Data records
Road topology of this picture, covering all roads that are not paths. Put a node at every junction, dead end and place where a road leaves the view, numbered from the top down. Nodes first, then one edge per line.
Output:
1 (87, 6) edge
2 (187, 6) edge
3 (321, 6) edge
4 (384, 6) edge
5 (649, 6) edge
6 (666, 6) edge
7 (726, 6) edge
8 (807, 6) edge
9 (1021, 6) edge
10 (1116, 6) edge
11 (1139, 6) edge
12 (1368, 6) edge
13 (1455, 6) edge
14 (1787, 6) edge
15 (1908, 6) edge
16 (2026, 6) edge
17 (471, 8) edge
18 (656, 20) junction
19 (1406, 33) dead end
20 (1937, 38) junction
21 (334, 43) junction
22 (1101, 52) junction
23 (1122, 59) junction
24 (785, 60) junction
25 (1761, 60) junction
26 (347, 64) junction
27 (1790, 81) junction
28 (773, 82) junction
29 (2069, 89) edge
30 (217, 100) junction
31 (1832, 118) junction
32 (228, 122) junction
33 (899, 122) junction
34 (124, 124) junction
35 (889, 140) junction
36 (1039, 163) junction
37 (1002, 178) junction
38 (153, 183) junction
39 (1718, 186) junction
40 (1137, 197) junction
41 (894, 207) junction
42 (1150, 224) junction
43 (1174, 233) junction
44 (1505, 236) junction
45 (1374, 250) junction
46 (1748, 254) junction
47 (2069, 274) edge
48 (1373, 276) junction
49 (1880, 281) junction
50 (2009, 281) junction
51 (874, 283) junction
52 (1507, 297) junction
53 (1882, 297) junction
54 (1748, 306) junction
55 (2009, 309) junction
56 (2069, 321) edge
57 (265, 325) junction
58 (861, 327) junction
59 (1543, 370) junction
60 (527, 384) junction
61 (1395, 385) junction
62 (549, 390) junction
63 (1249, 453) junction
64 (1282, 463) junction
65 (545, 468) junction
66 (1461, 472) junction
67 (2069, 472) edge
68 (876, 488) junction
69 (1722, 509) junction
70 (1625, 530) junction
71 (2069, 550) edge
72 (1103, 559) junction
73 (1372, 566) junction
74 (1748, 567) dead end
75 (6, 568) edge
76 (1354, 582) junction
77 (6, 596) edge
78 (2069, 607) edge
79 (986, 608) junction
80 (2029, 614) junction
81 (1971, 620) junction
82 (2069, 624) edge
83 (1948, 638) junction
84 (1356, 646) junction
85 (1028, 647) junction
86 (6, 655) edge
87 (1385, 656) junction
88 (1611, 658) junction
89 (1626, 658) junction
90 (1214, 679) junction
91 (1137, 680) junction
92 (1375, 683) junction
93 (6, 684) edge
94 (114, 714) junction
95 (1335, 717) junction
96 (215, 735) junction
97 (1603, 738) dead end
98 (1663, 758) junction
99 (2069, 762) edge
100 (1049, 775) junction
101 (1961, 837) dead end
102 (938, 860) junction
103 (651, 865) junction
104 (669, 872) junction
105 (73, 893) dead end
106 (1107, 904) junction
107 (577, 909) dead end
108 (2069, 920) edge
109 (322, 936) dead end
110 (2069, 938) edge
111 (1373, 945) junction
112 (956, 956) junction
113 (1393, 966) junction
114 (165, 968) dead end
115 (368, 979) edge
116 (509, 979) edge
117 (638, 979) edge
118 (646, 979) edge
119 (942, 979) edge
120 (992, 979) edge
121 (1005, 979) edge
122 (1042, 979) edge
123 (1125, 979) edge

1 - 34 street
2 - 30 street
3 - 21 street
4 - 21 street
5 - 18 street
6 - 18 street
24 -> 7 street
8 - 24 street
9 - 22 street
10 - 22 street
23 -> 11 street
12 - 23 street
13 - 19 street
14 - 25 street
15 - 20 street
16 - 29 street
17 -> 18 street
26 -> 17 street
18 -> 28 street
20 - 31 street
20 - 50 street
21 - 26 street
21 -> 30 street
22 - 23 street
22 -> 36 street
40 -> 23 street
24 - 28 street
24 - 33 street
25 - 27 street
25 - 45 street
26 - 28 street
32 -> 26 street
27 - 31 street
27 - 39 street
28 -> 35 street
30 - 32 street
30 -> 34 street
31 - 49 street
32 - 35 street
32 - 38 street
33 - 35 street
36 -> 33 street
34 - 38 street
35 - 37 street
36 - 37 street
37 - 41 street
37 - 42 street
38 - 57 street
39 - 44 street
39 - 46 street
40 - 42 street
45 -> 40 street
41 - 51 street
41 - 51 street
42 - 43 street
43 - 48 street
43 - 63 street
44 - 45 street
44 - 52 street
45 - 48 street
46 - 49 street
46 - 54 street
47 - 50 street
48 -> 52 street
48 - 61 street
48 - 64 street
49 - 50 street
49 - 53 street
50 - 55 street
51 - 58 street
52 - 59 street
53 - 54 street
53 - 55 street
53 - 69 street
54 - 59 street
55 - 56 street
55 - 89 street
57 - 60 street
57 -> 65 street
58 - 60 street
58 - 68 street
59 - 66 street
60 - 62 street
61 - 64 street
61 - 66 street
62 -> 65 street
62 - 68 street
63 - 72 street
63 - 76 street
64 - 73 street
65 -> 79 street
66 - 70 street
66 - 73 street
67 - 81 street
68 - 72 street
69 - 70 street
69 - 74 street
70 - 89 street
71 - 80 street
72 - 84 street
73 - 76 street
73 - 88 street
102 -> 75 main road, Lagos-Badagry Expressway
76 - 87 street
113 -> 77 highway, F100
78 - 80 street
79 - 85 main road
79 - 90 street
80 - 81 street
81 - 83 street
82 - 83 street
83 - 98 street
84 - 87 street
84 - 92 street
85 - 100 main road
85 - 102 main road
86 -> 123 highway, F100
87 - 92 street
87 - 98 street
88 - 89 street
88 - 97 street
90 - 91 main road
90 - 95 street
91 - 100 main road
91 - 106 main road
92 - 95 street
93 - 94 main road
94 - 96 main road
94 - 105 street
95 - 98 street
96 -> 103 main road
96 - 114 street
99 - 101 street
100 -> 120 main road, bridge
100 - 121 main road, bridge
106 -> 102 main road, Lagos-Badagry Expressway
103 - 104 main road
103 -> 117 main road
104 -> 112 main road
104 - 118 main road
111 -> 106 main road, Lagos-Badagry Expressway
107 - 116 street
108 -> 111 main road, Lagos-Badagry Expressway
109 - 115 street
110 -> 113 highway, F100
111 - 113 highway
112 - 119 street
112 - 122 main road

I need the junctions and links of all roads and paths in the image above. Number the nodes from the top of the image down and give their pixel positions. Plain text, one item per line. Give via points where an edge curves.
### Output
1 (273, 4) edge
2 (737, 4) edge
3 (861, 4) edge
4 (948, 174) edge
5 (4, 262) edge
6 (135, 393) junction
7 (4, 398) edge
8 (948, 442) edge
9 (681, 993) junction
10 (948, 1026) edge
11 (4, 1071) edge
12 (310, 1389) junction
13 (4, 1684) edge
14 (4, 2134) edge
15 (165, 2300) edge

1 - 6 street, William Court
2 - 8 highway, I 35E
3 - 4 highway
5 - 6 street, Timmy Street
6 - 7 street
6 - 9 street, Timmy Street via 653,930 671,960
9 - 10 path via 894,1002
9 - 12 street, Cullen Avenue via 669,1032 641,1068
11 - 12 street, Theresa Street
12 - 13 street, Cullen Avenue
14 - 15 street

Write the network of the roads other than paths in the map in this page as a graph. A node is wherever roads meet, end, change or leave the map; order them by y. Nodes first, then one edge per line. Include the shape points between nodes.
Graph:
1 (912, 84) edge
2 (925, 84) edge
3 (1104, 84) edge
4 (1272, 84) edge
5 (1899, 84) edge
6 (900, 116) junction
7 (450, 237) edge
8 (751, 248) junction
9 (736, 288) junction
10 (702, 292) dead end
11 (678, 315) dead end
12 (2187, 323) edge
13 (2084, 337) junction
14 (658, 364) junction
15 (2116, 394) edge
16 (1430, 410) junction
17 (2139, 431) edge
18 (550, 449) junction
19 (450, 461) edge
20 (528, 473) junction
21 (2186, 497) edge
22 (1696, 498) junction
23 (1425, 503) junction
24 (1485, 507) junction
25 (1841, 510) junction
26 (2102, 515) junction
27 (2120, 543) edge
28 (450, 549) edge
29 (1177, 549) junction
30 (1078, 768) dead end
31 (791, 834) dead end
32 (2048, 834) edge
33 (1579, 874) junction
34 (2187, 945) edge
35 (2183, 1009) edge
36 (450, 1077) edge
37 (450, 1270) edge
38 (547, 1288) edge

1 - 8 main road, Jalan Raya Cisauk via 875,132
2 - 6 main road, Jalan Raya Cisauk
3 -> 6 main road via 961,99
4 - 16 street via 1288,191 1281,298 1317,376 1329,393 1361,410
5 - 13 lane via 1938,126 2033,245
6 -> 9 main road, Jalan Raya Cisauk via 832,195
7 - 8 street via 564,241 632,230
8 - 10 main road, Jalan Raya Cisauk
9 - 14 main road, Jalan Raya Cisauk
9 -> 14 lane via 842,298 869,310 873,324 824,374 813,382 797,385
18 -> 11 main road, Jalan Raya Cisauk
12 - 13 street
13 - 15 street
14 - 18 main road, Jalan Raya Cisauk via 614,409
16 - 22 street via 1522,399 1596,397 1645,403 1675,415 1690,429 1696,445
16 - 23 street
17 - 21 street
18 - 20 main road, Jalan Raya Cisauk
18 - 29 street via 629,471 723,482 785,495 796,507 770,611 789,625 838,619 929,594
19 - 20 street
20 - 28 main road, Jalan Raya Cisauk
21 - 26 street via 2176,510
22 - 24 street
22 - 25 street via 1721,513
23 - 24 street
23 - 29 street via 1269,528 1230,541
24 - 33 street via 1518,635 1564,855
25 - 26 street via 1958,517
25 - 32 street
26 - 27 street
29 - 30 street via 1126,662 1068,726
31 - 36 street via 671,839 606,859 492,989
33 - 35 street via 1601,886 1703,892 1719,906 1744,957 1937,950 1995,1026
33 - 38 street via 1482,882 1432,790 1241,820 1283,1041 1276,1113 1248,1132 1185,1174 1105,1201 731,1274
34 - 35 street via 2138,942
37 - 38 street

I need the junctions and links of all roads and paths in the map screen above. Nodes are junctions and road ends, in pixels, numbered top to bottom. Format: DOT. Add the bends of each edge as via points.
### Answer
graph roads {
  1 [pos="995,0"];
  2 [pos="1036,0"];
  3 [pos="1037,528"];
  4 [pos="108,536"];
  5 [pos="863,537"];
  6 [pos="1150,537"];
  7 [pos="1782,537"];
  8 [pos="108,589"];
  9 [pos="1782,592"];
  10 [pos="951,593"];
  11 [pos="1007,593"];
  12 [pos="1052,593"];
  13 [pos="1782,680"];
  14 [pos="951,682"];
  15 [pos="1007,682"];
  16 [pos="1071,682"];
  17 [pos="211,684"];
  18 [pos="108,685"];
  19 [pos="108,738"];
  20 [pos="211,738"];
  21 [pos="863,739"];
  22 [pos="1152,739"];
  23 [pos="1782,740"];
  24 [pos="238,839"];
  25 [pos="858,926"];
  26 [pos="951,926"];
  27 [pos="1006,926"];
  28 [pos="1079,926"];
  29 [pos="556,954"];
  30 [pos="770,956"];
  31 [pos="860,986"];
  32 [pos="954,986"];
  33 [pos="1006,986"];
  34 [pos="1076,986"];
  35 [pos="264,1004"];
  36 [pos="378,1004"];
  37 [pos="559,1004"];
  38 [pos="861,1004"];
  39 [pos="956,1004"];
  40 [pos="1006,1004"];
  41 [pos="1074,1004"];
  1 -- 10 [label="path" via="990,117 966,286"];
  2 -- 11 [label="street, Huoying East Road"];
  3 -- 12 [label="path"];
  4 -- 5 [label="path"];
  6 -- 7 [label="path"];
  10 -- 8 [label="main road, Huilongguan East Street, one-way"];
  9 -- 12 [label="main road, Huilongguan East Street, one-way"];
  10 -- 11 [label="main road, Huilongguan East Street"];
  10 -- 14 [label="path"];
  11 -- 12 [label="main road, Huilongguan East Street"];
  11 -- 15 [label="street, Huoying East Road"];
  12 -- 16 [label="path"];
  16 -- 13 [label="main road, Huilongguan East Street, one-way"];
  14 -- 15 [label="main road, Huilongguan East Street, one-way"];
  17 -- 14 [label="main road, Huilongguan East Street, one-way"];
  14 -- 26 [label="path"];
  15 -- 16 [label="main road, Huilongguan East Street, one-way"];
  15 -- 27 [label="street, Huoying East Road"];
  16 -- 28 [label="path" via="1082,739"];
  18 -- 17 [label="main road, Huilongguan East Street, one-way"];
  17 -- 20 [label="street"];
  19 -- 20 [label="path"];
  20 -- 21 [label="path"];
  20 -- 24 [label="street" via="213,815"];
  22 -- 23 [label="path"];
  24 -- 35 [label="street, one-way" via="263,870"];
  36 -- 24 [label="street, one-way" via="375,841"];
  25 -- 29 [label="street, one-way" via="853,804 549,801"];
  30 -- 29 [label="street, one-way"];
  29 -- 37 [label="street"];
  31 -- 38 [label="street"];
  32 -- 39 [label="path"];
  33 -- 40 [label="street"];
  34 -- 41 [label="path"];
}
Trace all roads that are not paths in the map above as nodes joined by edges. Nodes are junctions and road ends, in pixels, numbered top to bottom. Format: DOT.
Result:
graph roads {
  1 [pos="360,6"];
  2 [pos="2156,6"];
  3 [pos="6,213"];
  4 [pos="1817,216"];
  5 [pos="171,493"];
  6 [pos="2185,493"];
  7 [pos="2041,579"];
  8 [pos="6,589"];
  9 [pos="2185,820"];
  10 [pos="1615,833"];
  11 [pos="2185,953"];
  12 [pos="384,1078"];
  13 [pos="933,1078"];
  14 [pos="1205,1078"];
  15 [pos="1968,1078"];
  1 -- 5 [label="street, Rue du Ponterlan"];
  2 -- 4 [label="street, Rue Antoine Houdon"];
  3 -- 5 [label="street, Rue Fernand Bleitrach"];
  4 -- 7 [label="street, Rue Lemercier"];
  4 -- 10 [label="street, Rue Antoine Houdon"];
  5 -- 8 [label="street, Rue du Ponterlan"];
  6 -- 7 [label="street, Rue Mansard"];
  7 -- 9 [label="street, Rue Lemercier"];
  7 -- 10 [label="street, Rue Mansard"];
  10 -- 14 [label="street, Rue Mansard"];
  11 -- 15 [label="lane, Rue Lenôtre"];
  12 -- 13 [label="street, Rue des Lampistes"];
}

**Task goal:**
Only the number should be given: how many lines in the data contain the string "bottom".

**Response area:**
2